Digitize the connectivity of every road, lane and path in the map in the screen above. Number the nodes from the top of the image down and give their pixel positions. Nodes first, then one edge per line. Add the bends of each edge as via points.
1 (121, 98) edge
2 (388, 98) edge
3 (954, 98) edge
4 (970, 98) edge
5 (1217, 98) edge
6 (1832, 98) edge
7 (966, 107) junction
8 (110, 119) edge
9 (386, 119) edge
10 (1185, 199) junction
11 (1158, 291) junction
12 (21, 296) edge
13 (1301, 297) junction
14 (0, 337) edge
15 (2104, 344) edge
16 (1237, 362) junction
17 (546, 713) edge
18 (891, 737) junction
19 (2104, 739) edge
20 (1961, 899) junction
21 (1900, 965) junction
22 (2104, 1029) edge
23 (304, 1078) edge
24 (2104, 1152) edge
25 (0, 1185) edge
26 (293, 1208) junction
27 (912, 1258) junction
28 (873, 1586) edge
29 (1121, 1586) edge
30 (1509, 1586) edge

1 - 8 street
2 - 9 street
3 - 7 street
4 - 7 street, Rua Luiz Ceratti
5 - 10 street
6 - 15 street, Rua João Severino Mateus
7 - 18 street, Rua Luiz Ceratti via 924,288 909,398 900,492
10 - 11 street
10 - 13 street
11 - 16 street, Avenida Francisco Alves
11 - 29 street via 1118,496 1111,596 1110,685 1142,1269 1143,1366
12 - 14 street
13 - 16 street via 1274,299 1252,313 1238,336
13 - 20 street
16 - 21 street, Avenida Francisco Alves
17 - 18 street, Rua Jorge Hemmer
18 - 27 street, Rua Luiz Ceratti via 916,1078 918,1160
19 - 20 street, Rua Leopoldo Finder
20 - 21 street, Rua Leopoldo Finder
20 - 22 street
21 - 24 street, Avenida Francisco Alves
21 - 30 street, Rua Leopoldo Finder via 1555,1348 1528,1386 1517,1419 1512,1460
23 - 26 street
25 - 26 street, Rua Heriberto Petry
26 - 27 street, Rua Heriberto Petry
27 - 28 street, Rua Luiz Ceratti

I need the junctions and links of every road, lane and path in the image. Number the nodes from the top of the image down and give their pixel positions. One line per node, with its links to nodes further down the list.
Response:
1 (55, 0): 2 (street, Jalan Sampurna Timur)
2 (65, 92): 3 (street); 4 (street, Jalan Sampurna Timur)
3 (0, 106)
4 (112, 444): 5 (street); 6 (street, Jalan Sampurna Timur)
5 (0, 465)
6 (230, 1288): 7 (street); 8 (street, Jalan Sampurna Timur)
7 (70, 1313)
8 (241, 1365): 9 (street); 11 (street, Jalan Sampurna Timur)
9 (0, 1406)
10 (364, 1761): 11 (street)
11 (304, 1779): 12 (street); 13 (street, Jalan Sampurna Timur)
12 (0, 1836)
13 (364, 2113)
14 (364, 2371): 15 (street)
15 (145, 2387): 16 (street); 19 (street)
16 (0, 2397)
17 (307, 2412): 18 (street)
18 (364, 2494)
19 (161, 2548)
########################################
> What to do: Output the full listing above once again, verbatim.

> Problem solution:
Digitize the connectivity of every road, lane and path in the map in the screen above. Number the nodes from the top of the image down and give their pixel positions. Nodes first, then one edge per line. Add the bends of each edge as via points.
1 (121, 98) edge
2 (388, 98) edge
3 (954, 98) edge
4 (970, 98) edge
5 (1217, 98) edge
6 (1832, 98) edge
7 (966, 107) junction
8 (110, 119) edge
9 (386, 119) edge
10 (1185, 199) junction
11 (1158, 291) junction
12 (21, 296) edge
13 (1301, 297) junction
14 (0, 337) edge
15 (2104, 344) edge
16 (1237, 362) junction
17 (546, 713) edge
18 (891, 737) junction
19 (2104, 739) edge
20 (1961, 899) junction
21 (1900, 965) junction
22 (2104, 1029) edge
23 (304, 1078) edge
24 (2104, 1152) edge
25 (0, 1185) edge
26 (293, 1208) junction
27 (912, 1258) junction
28 (873, 1586) edge
29 (1121, 1586) edge
30 (1509, 1586) edge

1 - 8 street
2 - 9 street
3 - 7 street
4 - 7 street, Rua Luiz Ceratti
5 - 10 street
6 - 15 street, Rua João Severino Mateus
7 - 18 street, Rua Luiz Ceratti via 924,288 909,398 900,492
10 - 11 street
10 - 13 street
11 - 16 street, Avenida Francisco Alves
11 - 29 street via 1118,496 1111,596 1110,685 1142,1269 1143,1366
12 - 14 street
13 - 16 street via 1274,299 1252,313 1238,336
13 - 20 street
16 - 21 street, Avenida Francisco Alves
17 - 18 street, Rua Jorge Hemmer
18 - 27 street, Rua Luiz Ceratti via 916,1078 918,1160
19 - 20 street, Rua Leopoldo Finder
20 - 21 street, Rua Leopoldo Finder
20 - 22 street
21 - 24 street, Avenida Francisco Alves
21 - 30 street, Rua Leopoldo Finder via 1555,1348 1528,1386 1517,1419 1512,1460
23 - 26 street
25 - 26 street, Rua Heriberto Petry
26 - 27 street, Rua Heriberto Petry
27 - 28 street, Rua Luiz Ceratti

I need the junctions and links of every road, lane and path in the image. Number the nodes from the top of the image down and give their pixel positions. One line per node, with its links to nodes further down the list.
Response:
1 (55, 0): 2 (street, Jalan Sampurna Timur)
2 (65, 92): 3 (street); 4 (street, Jalan Sampurna Timur)
3 (0, 106)
4 (112, 444): 5 (street); 6 (street, Jalan Sampurna Timur)
5 (0, 465)
6 (230, 1288): 7 (street); 8 (street, Jalan Sampurna Timur)
7 (70, 1313)
8 (241, 1365): 9 (street); 11 (street, Jalan Sampurna Timur)
9 (0, 1406)
10 (364, 1761): 11 (street)
11 (304, 1779): 12 (street); 13 (street, Jalan Sampurna Timur)
12 (0, 1836)
13 (364, 2113)
14 (364, 2371): 15 (street)
15 (145, 2387): 16 (street); 19 (street)
16 (0, 2397)
17 (307, 2412): 18 (street)
18 (364, 2494)
19 (161, 2548)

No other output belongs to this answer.